Changes to the actin cytoskeleton are a key feature of many important aspects of cell biology: shape and morphology, polarity, migration, cytokinesis and phagocytosis, to name a few. There is now overwhelming evidence that Rho GTPases play important regulatory roles in each of these situations, and we have focused much of our effort over the last 5 years in looking at cell migration. Initially, this was an attempt to understand how actin is organized in a migrating cell, since it has long been recognized that actin filament elongation and actin–myosin filament contraction provide the major driving forces for cellular movement. However, even using simple in vitro migration assays, it is clear that many other aspects of cell biology contribute to the migratory phenotype, such as microtubule organization and the secretory pathway. Finally, cells in vivo almost always move in a particular direction (i.e. not random) and in response to extracellular cues, often referred to as directional sensing. This important aspect of migration is one that we have focused on over recent years in our work.

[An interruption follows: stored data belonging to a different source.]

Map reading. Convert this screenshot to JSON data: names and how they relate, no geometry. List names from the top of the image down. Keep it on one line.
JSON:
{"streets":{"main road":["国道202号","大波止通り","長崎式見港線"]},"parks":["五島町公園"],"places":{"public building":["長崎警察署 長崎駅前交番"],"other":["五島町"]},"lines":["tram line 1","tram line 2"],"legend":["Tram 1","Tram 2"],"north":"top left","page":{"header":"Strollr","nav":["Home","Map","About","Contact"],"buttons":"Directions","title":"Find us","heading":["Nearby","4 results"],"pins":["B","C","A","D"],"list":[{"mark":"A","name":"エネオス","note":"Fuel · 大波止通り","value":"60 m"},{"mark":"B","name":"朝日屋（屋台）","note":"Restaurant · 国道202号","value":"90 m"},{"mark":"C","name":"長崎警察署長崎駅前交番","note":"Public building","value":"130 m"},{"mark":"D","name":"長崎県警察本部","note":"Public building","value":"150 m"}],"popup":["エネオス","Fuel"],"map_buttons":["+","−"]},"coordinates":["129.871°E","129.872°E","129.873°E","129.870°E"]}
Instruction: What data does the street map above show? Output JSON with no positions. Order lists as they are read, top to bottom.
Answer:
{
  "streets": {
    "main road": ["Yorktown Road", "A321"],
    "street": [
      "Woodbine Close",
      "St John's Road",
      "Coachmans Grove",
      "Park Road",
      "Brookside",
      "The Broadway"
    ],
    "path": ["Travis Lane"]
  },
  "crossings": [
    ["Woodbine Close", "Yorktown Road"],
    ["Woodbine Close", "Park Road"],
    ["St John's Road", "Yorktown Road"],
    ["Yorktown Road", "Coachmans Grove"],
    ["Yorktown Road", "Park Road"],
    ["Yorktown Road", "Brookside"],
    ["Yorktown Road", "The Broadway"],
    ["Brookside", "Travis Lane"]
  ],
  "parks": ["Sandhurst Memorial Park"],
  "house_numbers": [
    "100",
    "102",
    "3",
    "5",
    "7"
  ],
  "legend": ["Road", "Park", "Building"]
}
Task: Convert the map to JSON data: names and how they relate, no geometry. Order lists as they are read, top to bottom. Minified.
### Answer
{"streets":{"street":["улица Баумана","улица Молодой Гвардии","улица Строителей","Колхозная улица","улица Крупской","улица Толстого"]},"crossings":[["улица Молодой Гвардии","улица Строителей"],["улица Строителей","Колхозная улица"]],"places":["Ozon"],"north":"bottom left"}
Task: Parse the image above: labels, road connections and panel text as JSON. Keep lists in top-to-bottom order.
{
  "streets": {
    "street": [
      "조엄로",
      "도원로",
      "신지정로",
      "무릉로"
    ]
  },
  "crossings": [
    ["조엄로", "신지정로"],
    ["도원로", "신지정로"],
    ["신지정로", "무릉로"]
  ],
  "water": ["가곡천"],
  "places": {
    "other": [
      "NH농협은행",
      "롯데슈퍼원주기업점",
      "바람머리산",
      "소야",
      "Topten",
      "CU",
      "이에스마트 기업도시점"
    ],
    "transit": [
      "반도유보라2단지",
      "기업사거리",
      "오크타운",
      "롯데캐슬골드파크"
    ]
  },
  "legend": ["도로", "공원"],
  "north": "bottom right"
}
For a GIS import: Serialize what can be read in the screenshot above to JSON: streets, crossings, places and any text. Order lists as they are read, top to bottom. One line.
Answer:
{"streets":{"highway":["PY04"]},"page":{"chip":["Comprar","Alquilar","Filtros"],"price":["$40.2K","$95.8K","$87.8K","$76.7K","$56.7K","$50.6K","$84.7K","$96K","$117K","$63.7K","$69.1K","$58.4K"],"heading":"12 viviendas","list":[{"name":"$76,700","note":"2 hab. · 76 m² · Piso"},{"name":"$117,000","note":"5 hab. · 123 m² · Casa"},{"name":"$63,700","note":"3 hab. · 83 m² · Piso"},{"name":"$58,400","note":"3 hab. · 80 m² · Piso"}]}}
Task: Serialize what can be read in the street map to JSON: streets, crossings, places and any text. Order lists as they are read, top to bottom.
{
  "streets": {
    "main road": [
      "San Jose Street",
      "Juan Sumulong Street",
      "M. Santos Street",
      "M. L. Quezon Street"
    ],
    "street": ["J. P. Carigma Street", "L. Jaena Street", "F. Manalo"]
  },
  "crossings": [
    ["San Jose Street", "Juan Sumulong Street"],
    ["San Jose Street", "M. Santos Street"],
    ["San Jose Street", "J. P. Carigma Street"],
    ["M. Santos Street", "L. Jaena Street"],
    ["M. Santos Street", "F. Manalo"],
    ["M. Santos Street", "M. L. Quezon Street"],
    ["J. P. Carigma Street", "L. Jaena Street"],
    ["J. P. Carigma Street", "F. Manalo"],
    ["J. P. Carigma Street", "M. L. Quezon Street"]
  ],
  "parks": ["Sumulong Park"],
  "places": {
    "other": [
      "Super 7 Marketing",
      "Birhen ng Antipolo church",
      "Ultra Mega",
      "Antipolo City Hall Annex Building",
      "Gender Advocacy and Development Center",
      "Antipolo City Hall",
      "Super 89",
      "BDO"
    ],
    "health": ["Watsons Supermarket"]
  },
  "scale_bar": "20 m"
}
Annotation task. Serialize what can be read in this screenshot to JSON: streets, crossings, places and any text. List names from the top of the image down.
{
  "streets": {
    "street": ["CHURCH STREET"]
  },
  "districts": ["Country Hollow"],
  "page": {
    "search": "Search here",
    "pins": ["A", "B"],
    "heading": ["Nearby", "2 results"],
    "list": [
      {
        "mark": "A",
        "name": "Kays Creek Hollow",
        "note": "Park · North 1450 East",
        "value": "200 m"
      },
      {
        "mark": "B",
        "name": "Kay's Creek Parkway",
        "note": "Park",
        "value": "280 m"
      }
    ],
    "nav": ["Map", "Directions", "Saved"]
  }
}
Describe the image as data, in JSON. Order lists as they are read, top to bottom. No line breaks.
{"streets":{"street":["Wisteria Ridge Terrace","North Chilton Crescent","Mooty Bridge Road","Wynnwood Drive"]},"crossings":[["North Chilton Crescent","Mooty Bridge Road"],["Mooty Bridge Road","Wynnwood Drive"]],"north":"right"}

In vitro, scratch-induced cell migration assay
To investigate the role of small GTPases in motility, we have used a simple in vitro migration assay in which small scratch-induced wounds are made in a confluent monolayer of primary cells (Figure 4). Cells can be transfected before making the monolayer, or microinjected after making the scratch, and the effects of various expression constructs are observed at the single-cell level by microscopy. In addition, by making multiple scratches (to the extent that around half of the cells are detached from the dish), attached cells can be recovered and a biochemical analysis can be performed (Figure 4). We have used both REFs (rat embryo fibroblasts) and rat astrocytes in this type of assay.
During a period of 5–6 h after scratching the monolayer, cells move forwards, co-ordinately as a sheet, to fill the gap without the necessity for cell division or DNA/protein synthesis. Within 30 min of wounding, rounded and retracted cells at the wound edge re-spread and extend filopodia and lamellipodia into the open space. After a further 90 min, cells in the front row have a polarized morphology, and lamellipodia are localized only at the front and not at the sides or rear edge of the cells, where they are in contact with their neighbours. Rhodamine–phalloidin staining reveals that cells in the monolayer contain abundant stress fibres, and, in addition, those at the front have actin-rich lamellipodial and filopodial extensions. Anti-phosphotyrosine antibodies reveal elongated focal adhesions in all cells, and, in addition, cells at the leading edge have small focal complexes. After approx. 5–6 h, opposing cells begin to make contact with each other, and time-lapse video microscopy reveals that ruffling stops within minutes of cell–cell contact.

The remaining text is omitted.